RECORDS FOR PROCESSING.

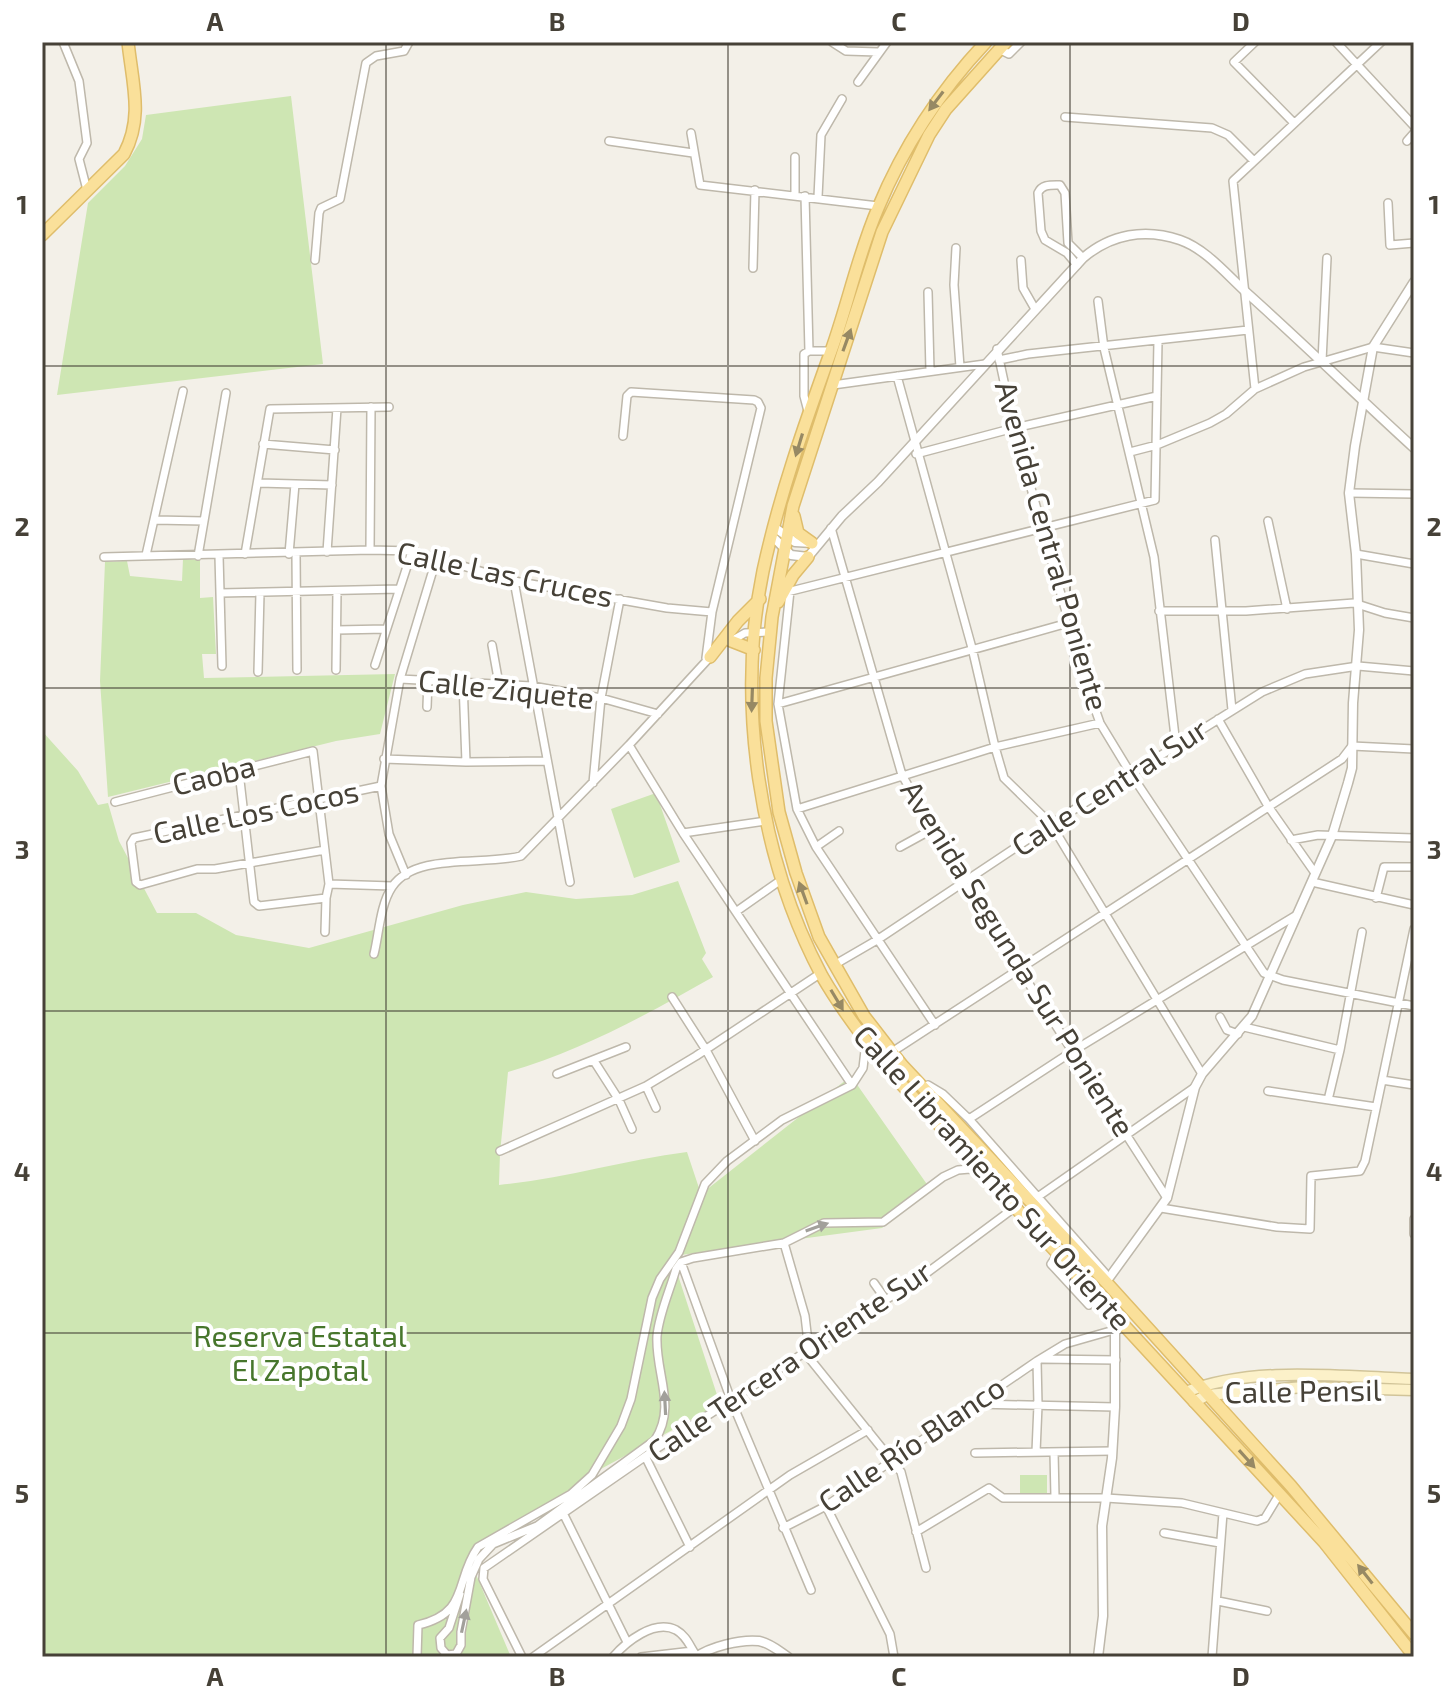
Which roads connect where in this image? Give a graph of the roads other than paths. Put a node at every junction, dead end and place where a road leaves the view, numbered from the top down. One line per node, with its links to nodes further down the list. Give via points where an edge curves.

--

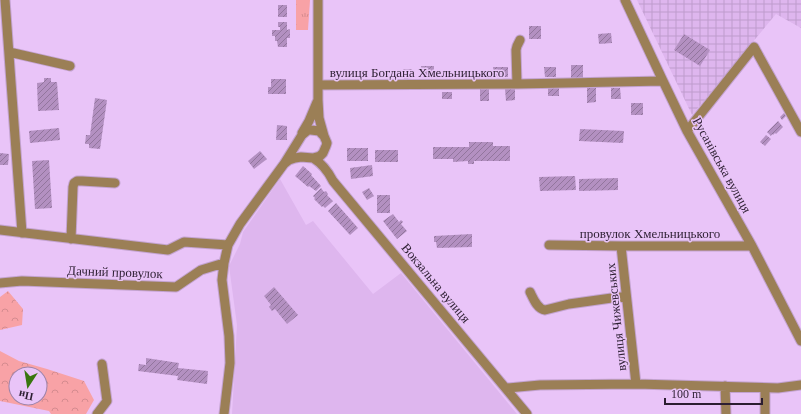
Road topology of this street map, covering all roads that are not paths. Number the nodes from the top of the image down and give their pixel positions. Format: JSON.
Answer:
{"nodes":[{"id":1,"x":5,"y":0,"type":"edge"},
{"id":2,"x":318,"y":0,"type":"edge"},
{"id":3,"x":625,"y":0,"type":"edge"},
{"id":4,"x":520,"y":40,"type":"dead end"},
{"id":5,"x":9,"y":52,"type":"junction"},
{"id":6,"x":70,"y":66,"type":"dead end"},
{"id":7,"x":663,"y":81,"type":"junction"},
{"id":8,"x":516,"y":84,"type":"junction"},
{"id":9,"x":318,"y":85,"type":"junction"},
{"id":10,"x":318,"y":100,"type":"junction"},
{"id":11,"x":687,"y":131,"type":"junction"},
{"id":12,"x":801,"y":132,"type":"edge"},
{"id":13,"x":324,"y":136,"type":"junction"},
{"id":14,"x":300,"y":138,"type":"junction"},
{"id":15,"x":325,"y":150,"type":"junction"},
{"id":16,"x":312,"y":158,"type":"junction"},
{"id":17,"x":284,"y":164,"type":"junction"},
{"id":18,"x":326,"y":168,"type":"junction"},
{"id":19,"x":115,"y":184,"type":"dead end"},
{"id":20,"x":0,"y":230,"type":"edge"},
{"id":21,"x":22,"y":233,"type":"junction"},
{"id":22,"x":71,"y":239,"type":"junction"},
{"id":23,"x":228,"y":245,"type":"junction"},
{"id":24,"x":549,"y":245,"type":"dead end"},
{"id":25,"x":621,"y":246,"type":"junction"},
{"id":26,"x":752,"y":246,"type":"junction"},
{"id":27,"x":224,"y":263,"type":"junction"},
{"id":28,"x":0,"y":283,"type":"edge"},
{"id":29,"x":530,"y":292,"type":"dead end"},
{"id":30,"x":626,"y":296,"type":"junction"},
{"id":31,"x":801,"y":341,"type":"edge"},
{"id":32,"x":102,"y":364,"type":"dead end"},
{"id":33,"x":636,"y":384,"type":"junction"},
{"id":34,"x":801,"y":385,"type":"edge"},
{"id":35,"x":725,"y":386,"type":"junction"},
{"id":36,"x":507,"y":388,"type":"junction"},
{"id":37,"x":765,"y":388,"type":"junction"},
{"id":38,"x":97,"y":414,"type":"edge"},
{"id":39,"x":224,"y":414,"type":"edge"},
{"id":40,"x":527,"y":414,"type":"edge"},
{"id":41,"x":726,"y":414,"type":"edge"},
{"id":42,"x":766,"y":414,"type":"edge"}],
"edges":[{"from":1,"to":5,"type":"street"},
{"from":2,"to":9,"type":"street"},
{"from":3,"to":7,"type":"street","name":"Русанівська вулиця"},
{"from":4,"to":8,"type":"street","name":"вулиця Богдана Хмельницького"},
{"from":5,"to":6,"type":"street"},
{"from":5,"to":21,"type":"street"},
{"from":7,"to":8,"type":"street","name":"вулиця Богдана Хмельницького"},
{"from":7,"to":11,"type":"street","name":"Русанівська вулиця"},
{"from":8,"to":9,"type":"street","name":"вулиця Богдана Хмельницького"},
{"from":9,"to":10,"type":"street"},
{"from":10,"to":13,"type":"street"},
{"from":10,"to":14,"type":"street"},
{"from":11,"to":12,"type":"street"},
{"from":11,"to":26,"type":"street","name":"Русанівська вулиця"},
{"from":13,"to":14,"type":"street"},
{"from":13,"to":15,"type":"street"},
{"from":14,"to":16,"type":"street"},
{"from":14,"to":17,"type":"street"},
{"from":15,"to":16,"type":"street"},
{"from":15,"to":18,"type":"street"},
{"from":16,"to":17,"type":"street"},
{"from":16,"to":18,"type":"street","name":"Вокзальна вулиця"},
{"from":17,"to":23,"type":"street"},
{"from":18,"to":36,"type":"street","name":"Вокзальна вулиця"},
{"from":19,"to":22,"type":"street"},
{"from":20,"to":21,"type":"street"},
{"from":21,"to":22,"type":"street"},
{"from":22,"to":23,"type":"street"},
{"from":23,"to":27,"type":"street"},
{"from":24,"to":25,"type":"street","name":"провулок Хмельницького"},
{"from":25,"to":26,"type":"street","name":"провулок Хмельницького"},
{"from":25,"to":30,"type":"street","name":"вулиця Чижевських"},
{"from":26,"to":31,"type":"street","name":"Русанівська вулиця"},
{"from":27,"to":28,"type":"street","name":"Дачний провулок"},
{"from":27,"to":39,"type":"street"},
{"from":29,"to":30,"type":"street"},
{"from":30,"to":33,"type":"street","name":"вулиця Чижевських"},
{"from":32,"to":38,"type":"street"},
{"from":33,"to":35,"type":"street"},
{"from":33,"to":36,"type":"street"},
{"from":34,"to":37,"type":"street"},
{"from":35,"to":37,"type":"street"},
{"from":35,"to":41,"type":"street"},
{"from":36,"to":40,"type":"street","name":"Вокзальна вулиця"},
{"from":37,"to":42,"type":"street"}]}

WHAT YOU NEED TO DO.
Only lines that contain the string "image" count; pick each one out of the records and copy it.

OUTPUT OF THE EXERCISE.
Which roads connect where in this image? Give a graph of the roads other than paths. Put a node at every junction, dead end and place where a road leaves the view, numbered from the top down. One line per node, with its links to nodes further down the list. Give via points where an edge curves.
Road topology of this street map, covering all roads that are not paths. Number the nodes from the top of the image down and give their pixel positions. Format: JSON.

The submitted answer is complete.